I was willing to try Miracle Whip, until they slandered mayonnaise.
Don't fuck with mayonnaise in MY town, bitches.
That's like slandering bacon.
Just apologize to the mayonnaise, and nobody gets hurt.
I like mayo, but I think Miracle Whip (whatever the hell it is) does taste slightly better.
Holy Hell I was hoping someone would mention this...
The advent of DVRs has made branding more important. Your logo has to mean something and be pervasive to help keep your product alive because you can't count on your commercials explaining things to people any more now that we can fast-forward through the ads.
If Klein thinks brands can go away, she doesn't understand a damn thing. The market always wins. How it functions can change based on some people reading her book or advertising being fundamentally different now than it was 15 years ago, but people want to buy and sell things and always will.
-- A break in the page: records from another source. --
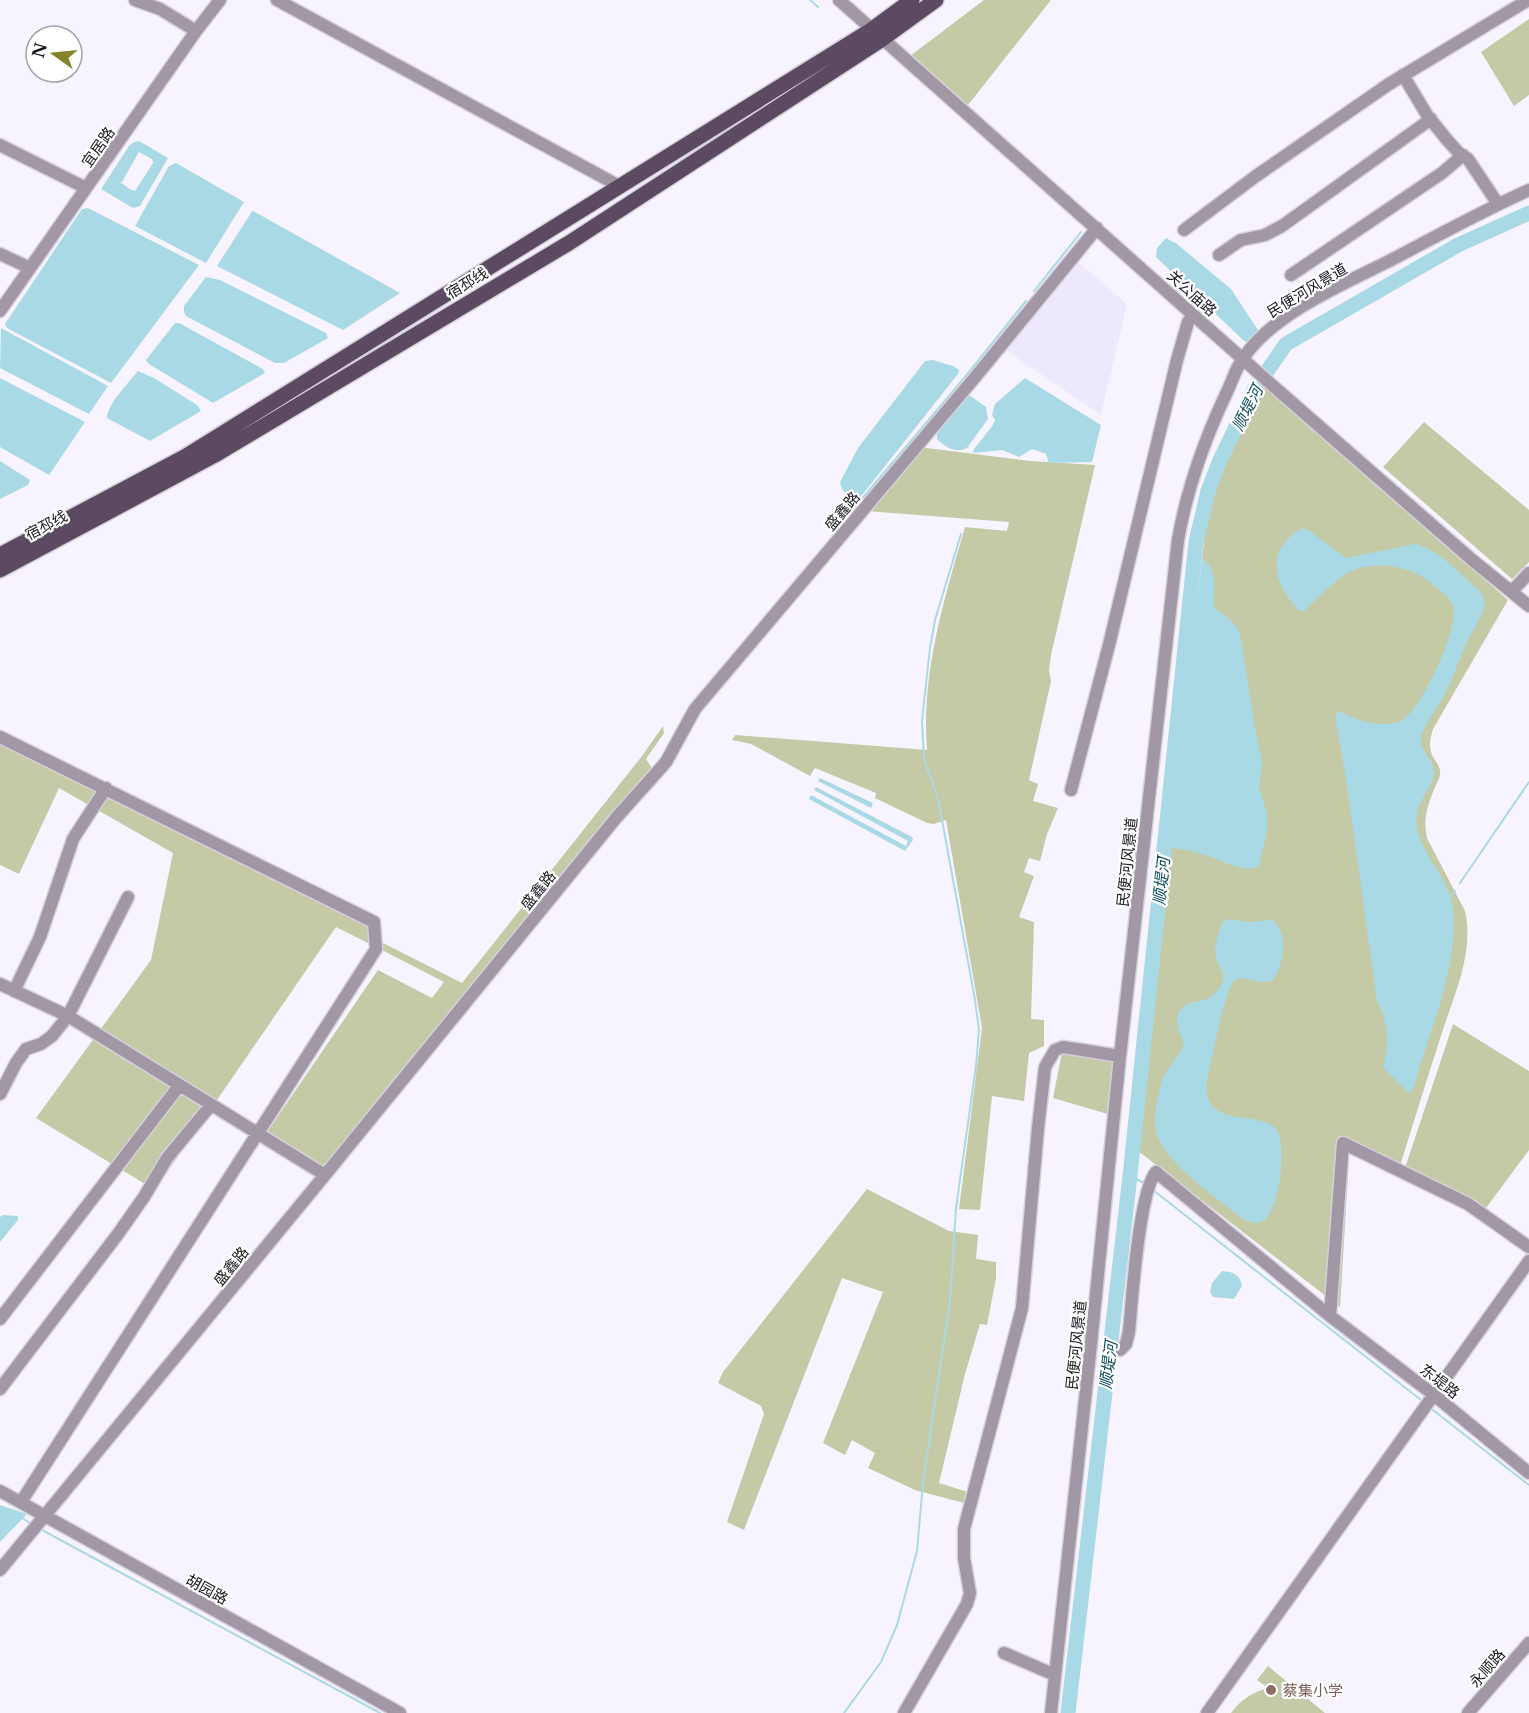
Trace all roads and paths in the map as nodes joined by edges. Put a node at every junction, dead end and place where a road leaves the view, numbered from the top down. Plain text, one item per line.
1 (135, 0) edge
2 (220, 0) edge
3 (277, 0) edge
4 (838, 0) edge
5 (912, 0) edge
6 (936, 0) edge
7 (1528, 0) edge
8 (196, 31) junction
9 (876, 35) junction
10 (1403, 75) junction
11 (1431, 119) junction
12 (0, 145) edge
13 (1463, 155) junction
14 (621, 187) junction
15 (86, 188) junction
16 (1529, 190) edge
17 (1498, 204) junction
18 (1097, 228) junction
19 (1184, 230) dead end
20 (0, 254) edge
21 (1219, 255) dead end
22 (30, 268) junction
23 (1291, 275) dead end
24 (0, 311) edge
25 (1193, 315) junction
26 (1246, 360) junction
27 (0, 555) edge
28 (0, 570) edge
29 (1529, 573) edge
30 (1512, 591) junction
31 (1529, 606) edge
32 (0, 737) edge
33 (106, 788) junction
34 (1071, 790) dead end
35 (128, 897) dead end
36 (0, 984) edge
37 (14, 991) junction
38 (68, 1017) junction
39 (1120, 1056) junction
40 (179, 1086) junction
41 (0, 1094) edge
42 (211, 1105) junction
43 (258, 1135) junction
44 (325, 1175) junction
45 (1529, 1247) edge
46 (1529, 1261) edge
47 (1330, 1316) junction
48 (0, 1319) edge
49 (1120, 1350) dead end
50 (0, 1389) edge
51 (1434, 1395) junction
52 (1529, 1473) edge
53 (0, 1491) edge
54 (21, 1502) junction
55 (45, 1516) junction
56 (0, 1570) edge
57 (1529, 1643) edge
58 (1004, 1653) dead end
59 (1055, 1675) junction
60 (400, 1713) edge
61 (904, 1713) edge
62 (1051, 1713) edge
63 (1207, 1713) edge
64 (1468, 1713) edge

1 - 8 street
2 - 8 street, 宜居路
3 - 14 street
4 - 9 street, 关公庙路
5 - 9 main road, 宿邳线
6 - 9 main road, 宿邳线
7 - 10 street
8 - 15 street, 宜居路
9 - 14 main road, 宿邳线
9 - 18 street, 关公庙路
9 - 28 main road, 宿邳线
10 - 11 street
10 - 19 street
11 - 13 street
11 - 21 street
12 - 15 street
13 - 17 street
13 - 23 street
14 - 27 main road, 宿邳线
15 - 22 street, 宜居路
16 - 17 street, 民便河风景道
17 - 26 street, 民便河风景道
18 - 25 street, 关公庙路
18 - 44 street, 盛鑫路
20 - 22 street
22 - 24 street, 宜居路
25 - 26 street, 关公庙路
25 - 34 street
26 - 30 street, 关公庙路
26 - 39 street, 民便河风景道
29 - 30 street
30 - 31 street, 关公庙路
32 - 33 street
33 - 37 street
33 - 43 street
35 - 38 street
36 - 37 street
37 - 38 street
38 - 40 street
38 - 41 street
39 - 59 street, 民便河风景道
39 - 61 street
40 - 42 street
40 - 48 street
42 - 43 street
42 - 50 street
43 - 44 street
43 - 54 street
44 - 55 street, 盛鑫路
45 - 47 street
46 - 51 street
47 - 49 street, 东堤路
47 - 51 street, 东堤路
51 - 52 street, 东堤路
51 - 63 street
53 - 54 street, 胡园路
54 - 55 street, 胡园路
55 - 56 street, 盛鑫路
55 - 60 street, 胡园路
57 - 64 street, 永顺路
58 - 59 street
59 - 62 street, 民便河风景道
I guess that explains why Northern Face jackets flopped so miserably.
I can't help myself to add an irrelevant comment to an irrelevant critique of an irrelevant book.
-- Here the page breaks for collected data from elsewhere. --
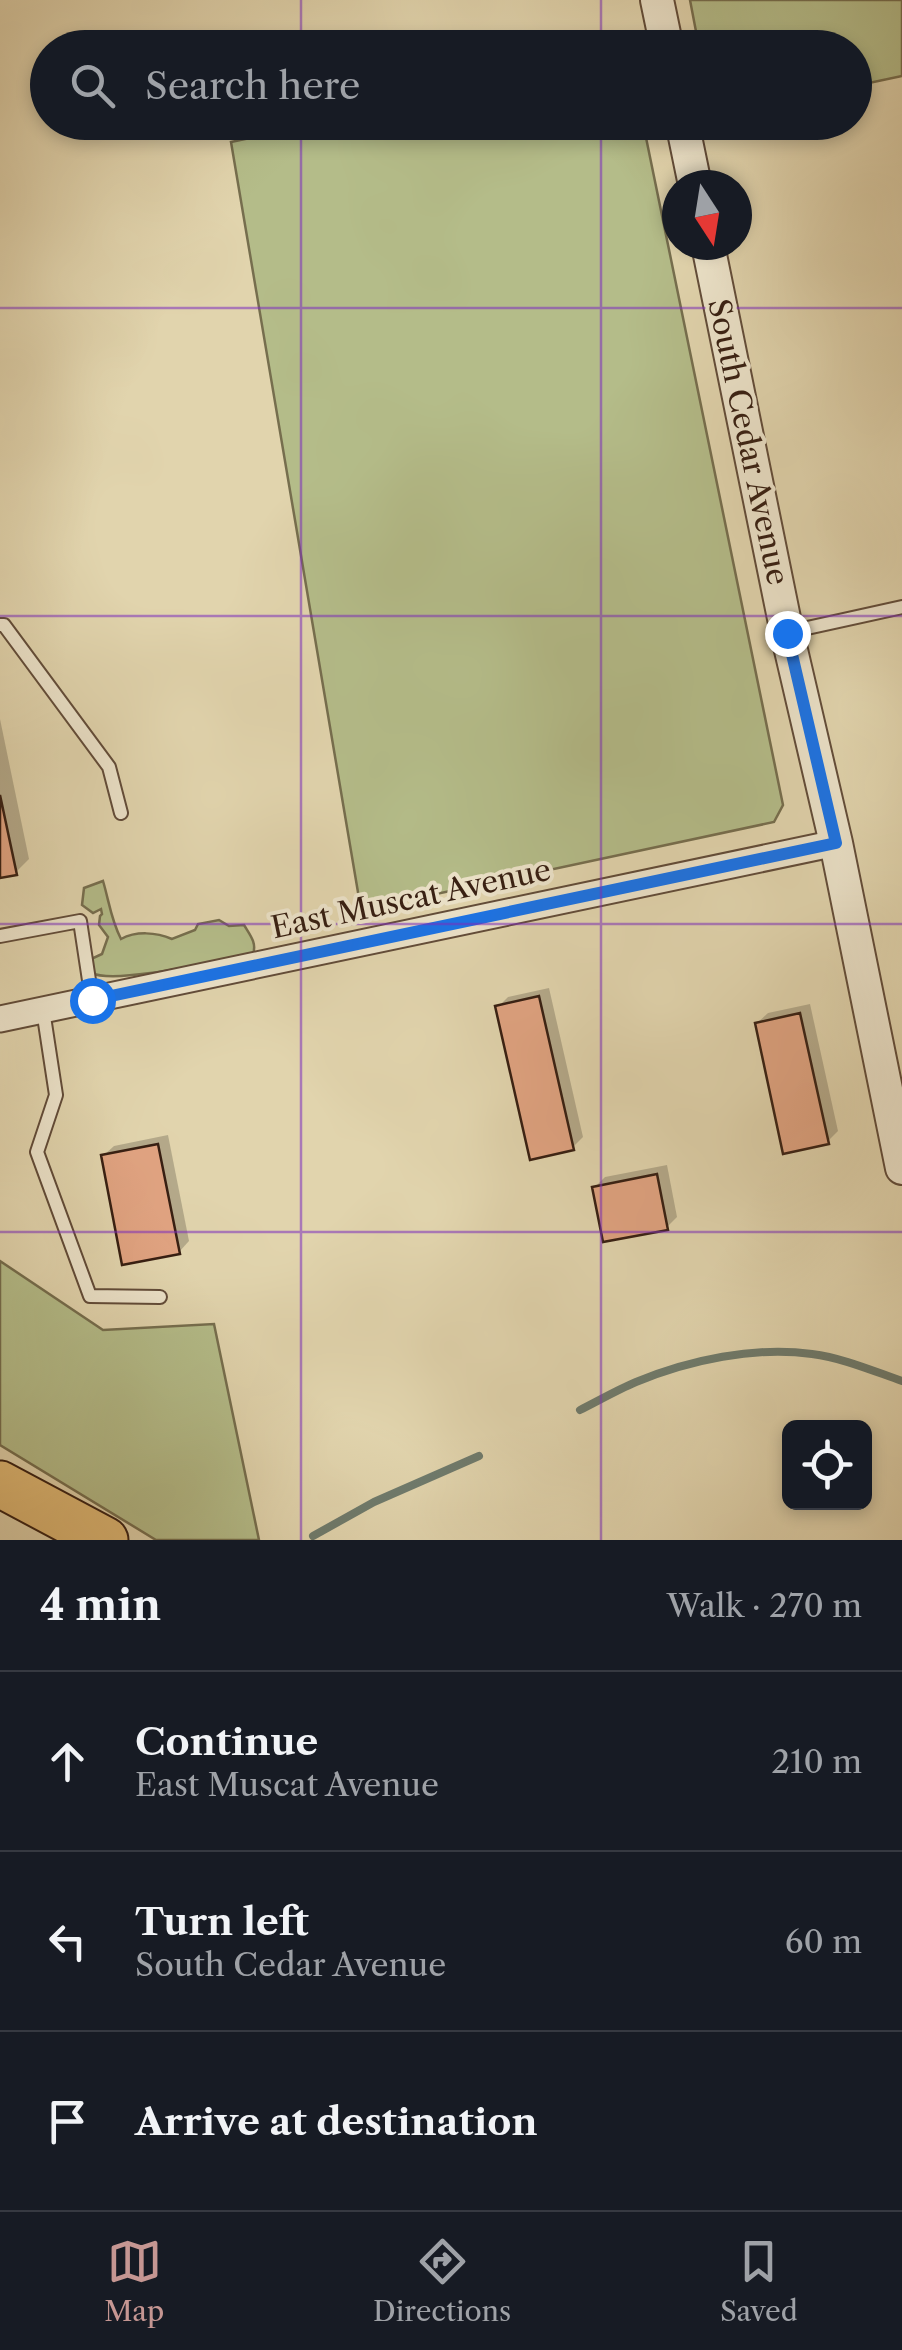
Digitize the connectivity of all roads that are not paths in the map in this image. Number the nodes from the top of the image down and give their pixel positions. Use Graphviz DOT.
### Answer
graph roads {
  1 [pos="658,0"];
  2 [pos="664,30"];
  3 [pos="686,140"];
  4 [pos="692,170"];
  5 [pos="711,260"];
  6 [pos="902,607"];
  7 [pos="0,625"];
  8 [pos="787,633"];
  9 [pos="121,812"];
  10 [pos="836,843"];
  11 [pos="0,936"];
  12 [pos="92,1000"];
  13 [pos="44,1010"];
  14 [pos="0,1019"];
  15 [pos="902,1168"];
  16 [pos="160,1297"];
  17 [pos="0,1484"];
  18 [pos="0,1515"];
  19 [pos="37,1540"];
  20 [pos="105,1540"];
  1 -- 2 [label="street"];
  3 -- 4 [label="street"];
  5 -- 8 [label="street, South Cedar Avenue"];
  6 -- 8 [label="lane"];
  7 -- 9 [label="lane"];
  8 -- 10 [label="street, South Cedar Avenue"];
  10 -- 12 [label="street, East Muscat Avenue"];
  10 -- 15 [label="street, South Cedar Avenue"];
  11 -- 12 [label="lane"];
  12 -- 13 [label="street, East Muscat Avenue"];
  13 -- 14 [label="street, East Muscat Avenue"];
  13 -- 16 [label="lane"];
  17 -- 20 [label="highway"];
  18 -- 19 [label="highway"];
}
Insisting on no logo is itself a logo.
Thank you for summarizing the important point here with a mere 7 words.
Brevity is the soul of...something.
Hipsters drink Pabst Blue Ribbon because they like the taste. Honest.
You can, of course, do as you please. But going out of your way to have no brand on you is the act of constructing a brand for yourself. If you truly didn't want to signify a position, then wearing or owning whatever you felt was best for you without consideration for brand is the best way to go about it. Making branding a defining factor in choice of purchase betrays an obsession with brands on par with those who display them fetishistically.
What he said. ^
No No No.
Again, you're confusing my concerns with Klein's concerns.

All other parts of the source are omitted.